= ABOUT THIS EXERCISE =
Please repeat the data exactly. Any picture in it stays out.

= Dataset entries =

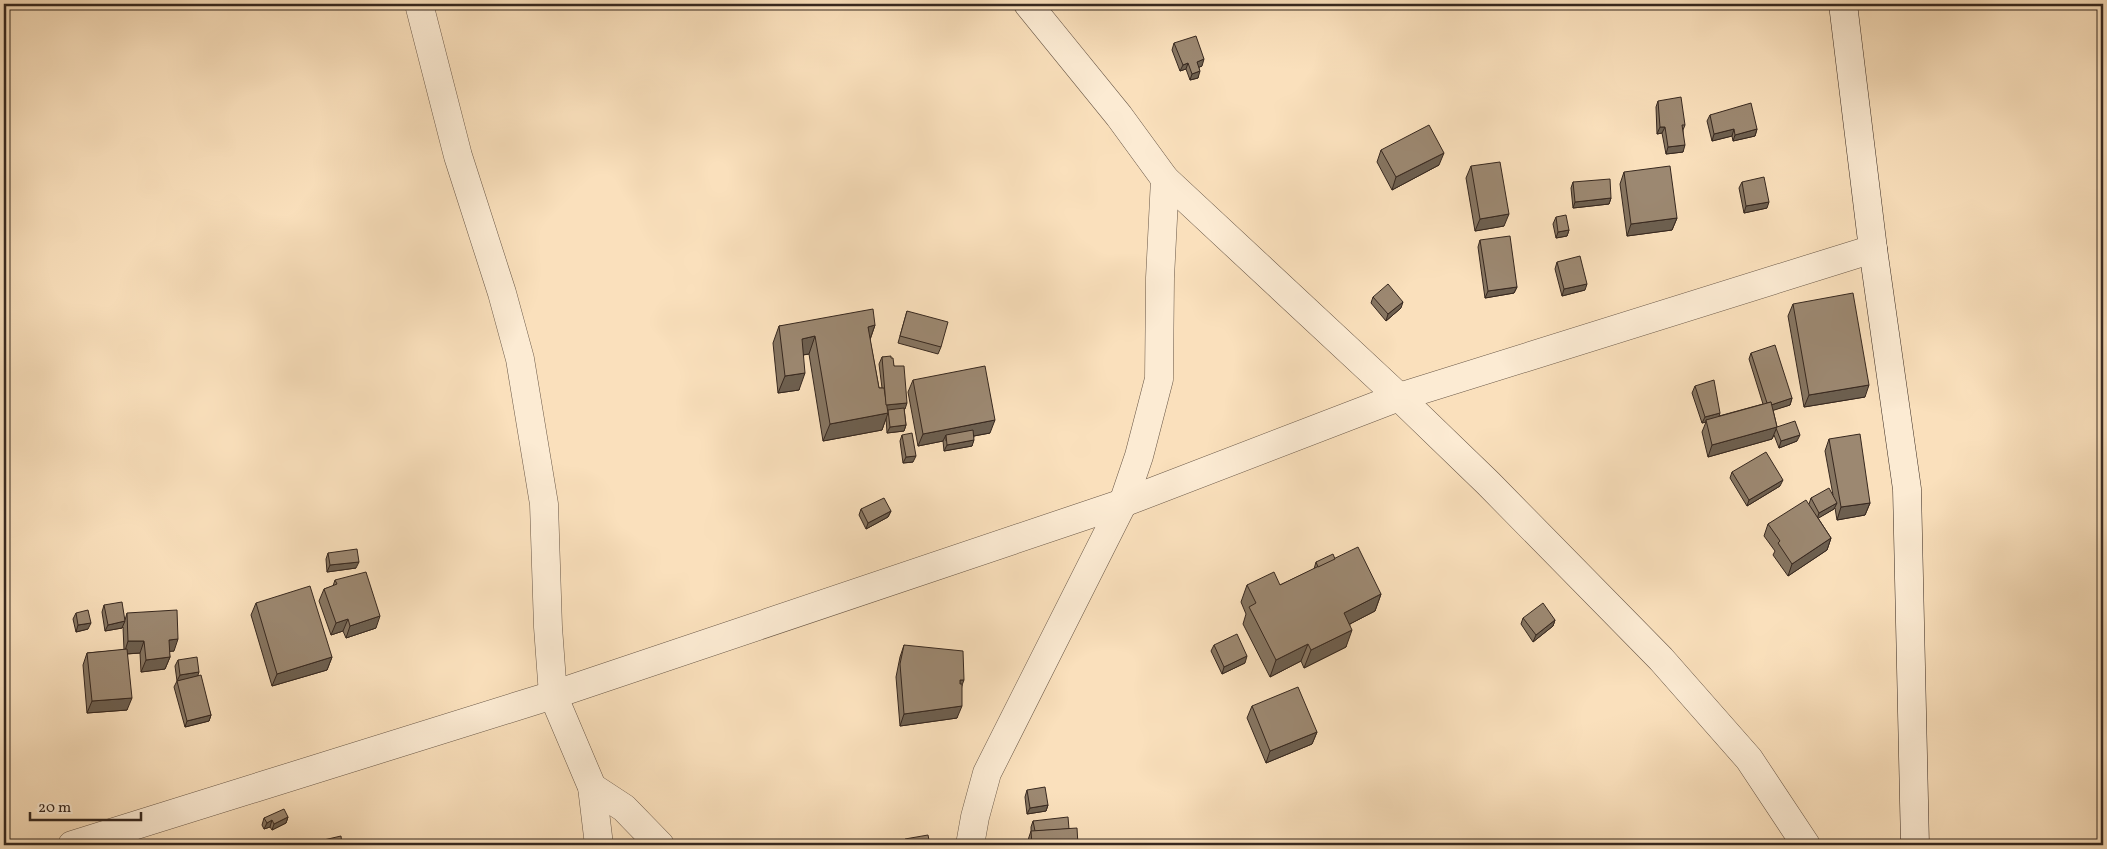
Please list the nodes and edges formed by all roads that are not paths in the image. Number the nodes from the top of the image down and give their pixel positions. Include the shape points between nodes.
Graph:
1 (419, 4) edge
2 (1028, 4) edge
3 (1843, 4) edge
4 (1164, 179) junction
5 (1873, 249) junction
6 (1400, 397) junction
7 (1123, 503) junction
8 (553, 694) junction
9 (592, 787) junction
10 (72, 845) edge
11 (599, 845) edge
12 (660, 845) edge
13 (970, 845) edge
14 (1806, 845) edge
15 (1916, 845) edge

1 - 8 street via 458,156 520,359 544,504
2 - 4 street via 1119,116
3 - 5 street
4 - 6 street
4 - 7 street via 1159,379
5 - 6 street
5 - 15 street via 1907,489
6 - 7 street
6 - 14 street via 1661,659 1749,759
7 - 8 street
7 - 13 street via 986,773
8 - 9 street
8 - 10 street
9 - 11 street
9 - 12 street via 624,808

= ANSWER BOX =
Please list the nodes and edges formed by all roads that are not paths in the image. Number the nodes from the top of the image down and give their pixel positions. Include the shape points between nodes.
Graph:
1 (419, 4) edge
2 (1028, 4) edge
3 (1843, 4) edge
4 (1164, 179) junction
5 (1873, 249) junction
6 (1400, 397) junction
7 (1123, 503) junction
8 (553, 694) junction
9 (592, 787) junction
10 (72, 845) edge
11 (599, 845) edge
12 (660, 845) edge
13 (970, 845) edge
14 (1806, 845) edge
15 (1916, 845) edge

1 - 8 street via 458,156 520,359 544,504
2 - 4 street via 1119,116
3 - 5 street
4 - 6 street
4 - 7 street via 1159,379
5 - 6 street
5 - 15 street via 1907,489
6 - 7 street
6 - 14 street via 1661,659 1749,759
7 - 8 street
7 - 13 street via 986,773
8 - 9 street
8 - 10 street
9 - 11 street
9 - 12 street via 624,808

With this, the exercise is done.